Wednesday, June 6, 2012

Fay Shutzer - artist statement


"Art has always been part of my life. I was born in Massachusetts and grew up on a dairy farm. My parents had a strong interest in art, my mother as a lecturer at the Boston Museum of Fine Arts and my father as an avid collector of emerging art. As a small child, I requested art lessons and my parents found a local art teacher to work with my younger siblings and me. Although those early lessons seemed more like a family babysitting activity, I longed to be able to express myself through art.
In high school my art teacher encouraged me to save a portrait I had drawn in pastel for my permanent portfolio. In college, though captivated by studio art classes, I majored in psychology. I saw myself as “artistic” but not as an artist. Looking back, I wonder how I made the distinction.

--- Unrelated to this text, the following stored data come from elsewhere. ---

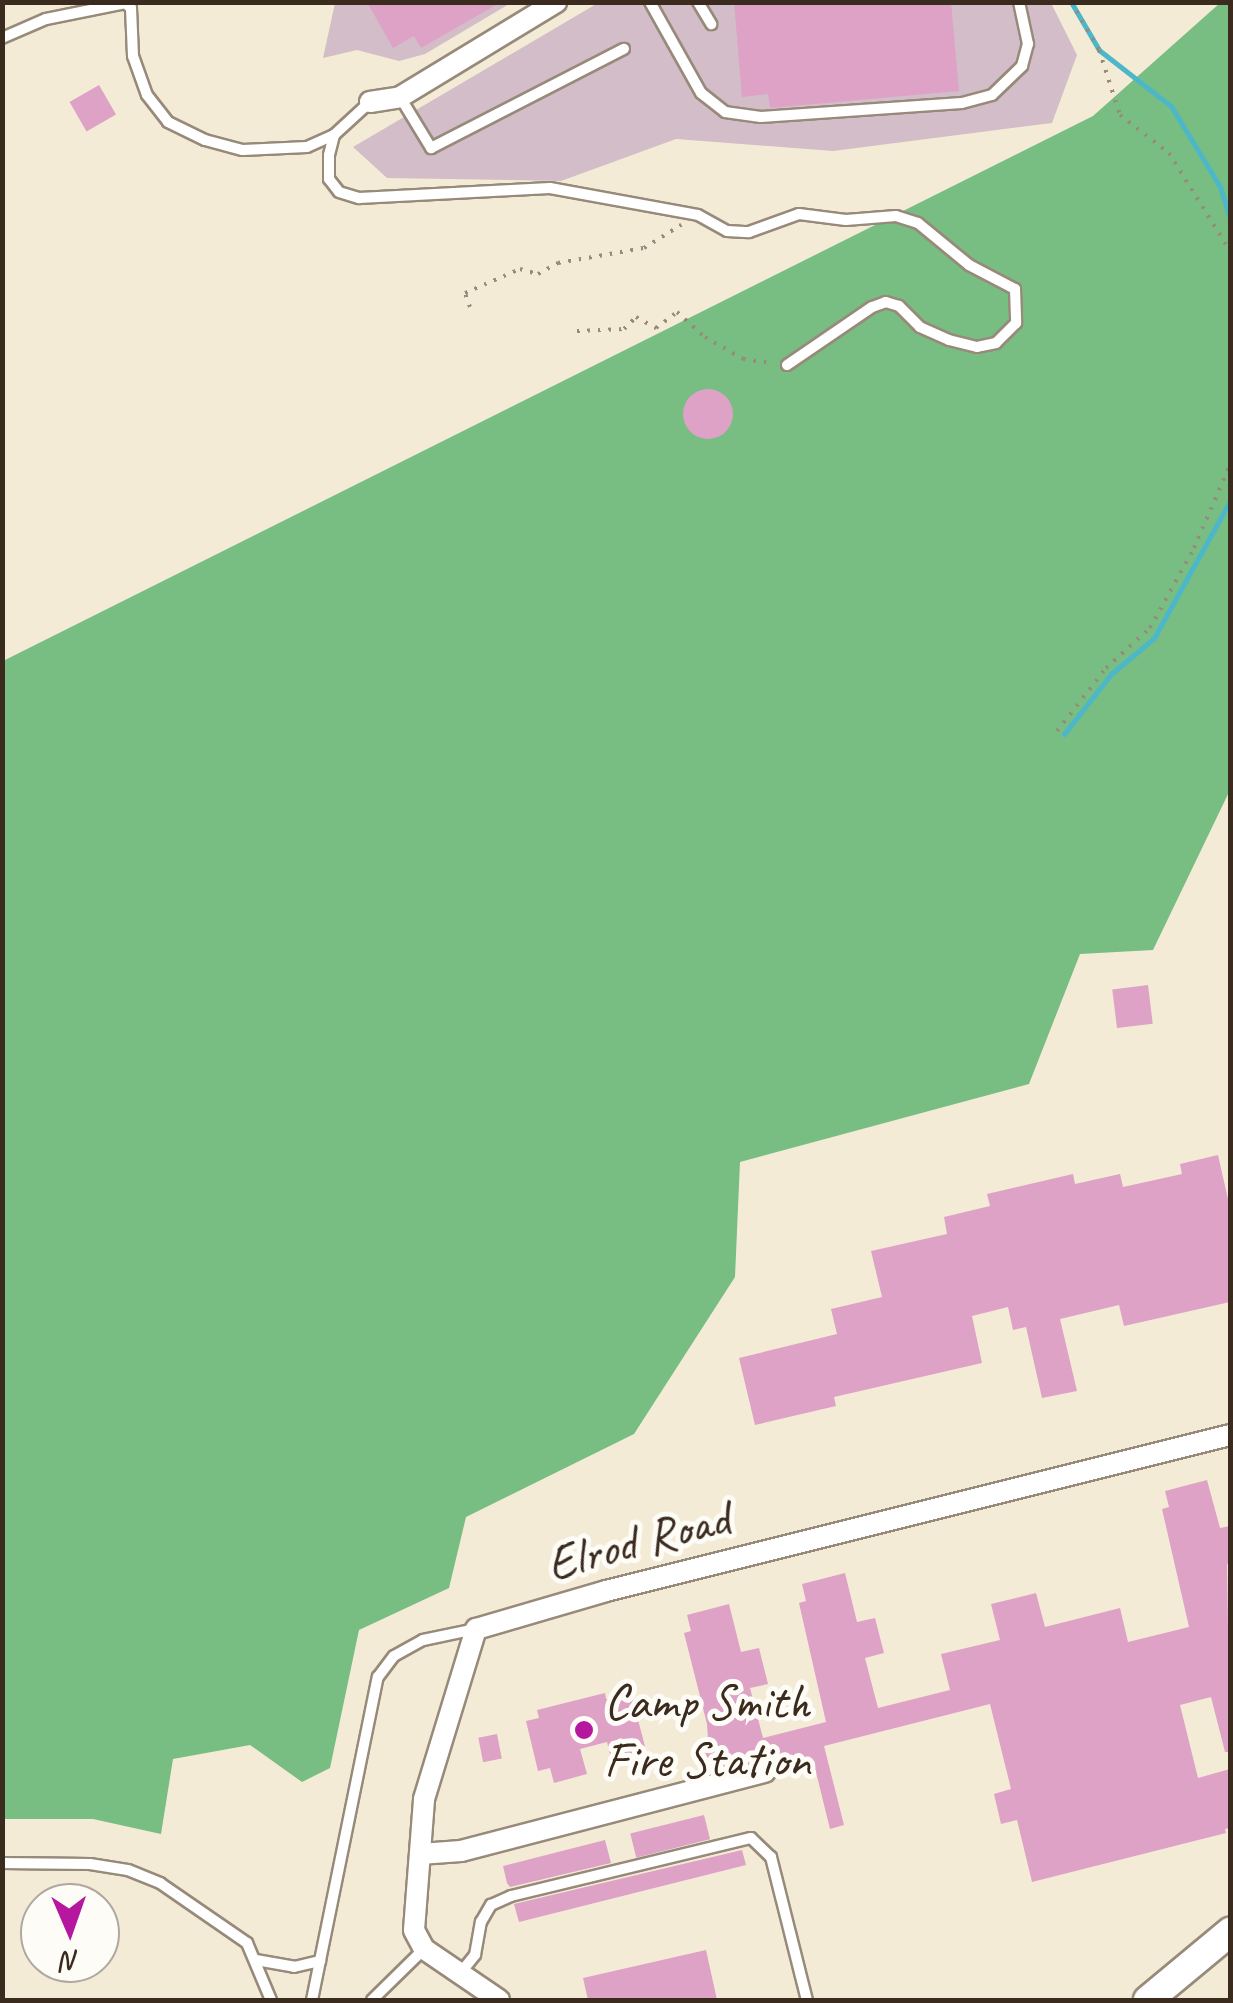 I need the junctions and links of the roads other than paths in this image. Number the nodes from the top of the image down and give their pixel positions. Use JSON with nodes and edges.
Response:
{"nodes":[{"id":1,"x":556,"y":2,"type":"edge"},
{"id":2,"x":666,"y":2,"type":"edge"},
{"id":3,"x":698,"y":2,"type":"edge"},
{"id":4,"x":1018,"y":2,"type":"edge"},
{"id":5,"x":652,"y":6,"type":"edge"},
{"id":6,"x":711,"y":24,"type":"dead end"},
{"id":7,"x":2,"y":38,"type":"edge"},
{"id":8,"x":624,"y":49,"type":"dead end"},
{"id":9,"x":400,"y":97,"type":"junction"},
{"id":10,"x":370,"y":102,"type":"joint"},
{"id":11,"x":334,"y":134,"type":"junction"},
{"id":12,"x":787,"y":365,"type":"road end"},
{"id":13,"x":1230,"y":1434,"type":"edge"},
{"id":14,"x":476,"y":1628,"type":"junction"},
{"id":15,"x":766,"y":1772,"type":"dead end"},
{"id":16,"x":420,"y":1854,"type":"junction"},
{"id":17,"x":2,"y":1863,"type":"edge"},
{"id":18,"x":1230,"y":1932,"type":"edge"},
{"id":19,"x":424,"y":1949,"type":"junction"},
{"id":20,"x":256,"y":1960,"type":"junction"},
{"id":21,"x":320,"y":1961,"type":"junction"},
{"id":22,"x":462,"y":1971,"type":"junction"},
{"id":23,"x":271,"y":2000,"type":"edge"},
{"id":24,"x":312,"y":2000,"type":"edge"},
{"id":25,"x":372,"y":2000,"type":"edge"},
{"id":26,"x":499,"y":2000,"type":"edge"},
{"id":27,"x":807,"y":2000,"type":"edge"},
{"id":28,"x":1148,"y":2000,"type":"edge"}],
"edges":[{"from":1,"to":9,"type":"street"},
{"from":2,"to":5,"type":"lane"},
{"from":3,"to":6,"type":"lane"},
{"from":4,"to":5,"type":"lane"},
{"from":7,"to":11,"type":"lane"},
{"from":8,"to":9,"type":"lane"},
{"from":9,"to":10,"type":"street"},
{"from":10,"to":11,"type":"lane"},
{"from":11,"to":12,"type":"lane"},
{"from":13,"to":14,"type":"street","name":"Elrod Road"},
{"from":14,"to":16,"type":"street"},
{"from":14,"to":21,"type":"lane"},
{"from":15,"to":16,"type":"street"},
{"from":16,"to":19,"type":"street"},
{"from":17,"to":20,"type":"lane"},
{"from":18,"to":28,"type":"street"},
{"from":19,"to":22,"type":"street"},
{"from":19,"to":25,"type":"lane"},
{"from":20,"to":21,"type":"lane"},
{"from":20,"to":23,"type":"lane"},
{"from":21,"to":24,"type":"lane"},
{"from":22,"to":26,"type":"street"},
{"from":22,"to":27,"type":"lane"}]}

After college, I moved to New York City, married and had four children. Demands of marriage, family and career in psychology took precedence. Yet, the desire to paint grew as I spent summers on Cape Cod beginning in the mid-1980s. I wanted to attempt to capture the beauty of the light as well as the evocative aspects of the New England landscape that had been so much a part of my youth. Artist Ann Packard became my teacher in the early 1990s, taking away my brushes and handing me a palette knife, encouraging me to take risks with paint that drawing had not allowed. Although it may sound cliché, she changed my life. Ann saw the artist in me that I had failed to take seriously and she challenged me to go further.
As time has passed, the irresistible pull of the paint, the magic of light and shadow, the fascination of trying to capture something elusive, continue to engage me. Currently, I am pursuing painting full time, without leaving psychological thinking behind. Either with words or with paint, I am integrating the two perspectives. Yet, prioritizing my art has brought a freedom from constraints and a sense of renewed energy and excitement. I am finally freeing the artist within."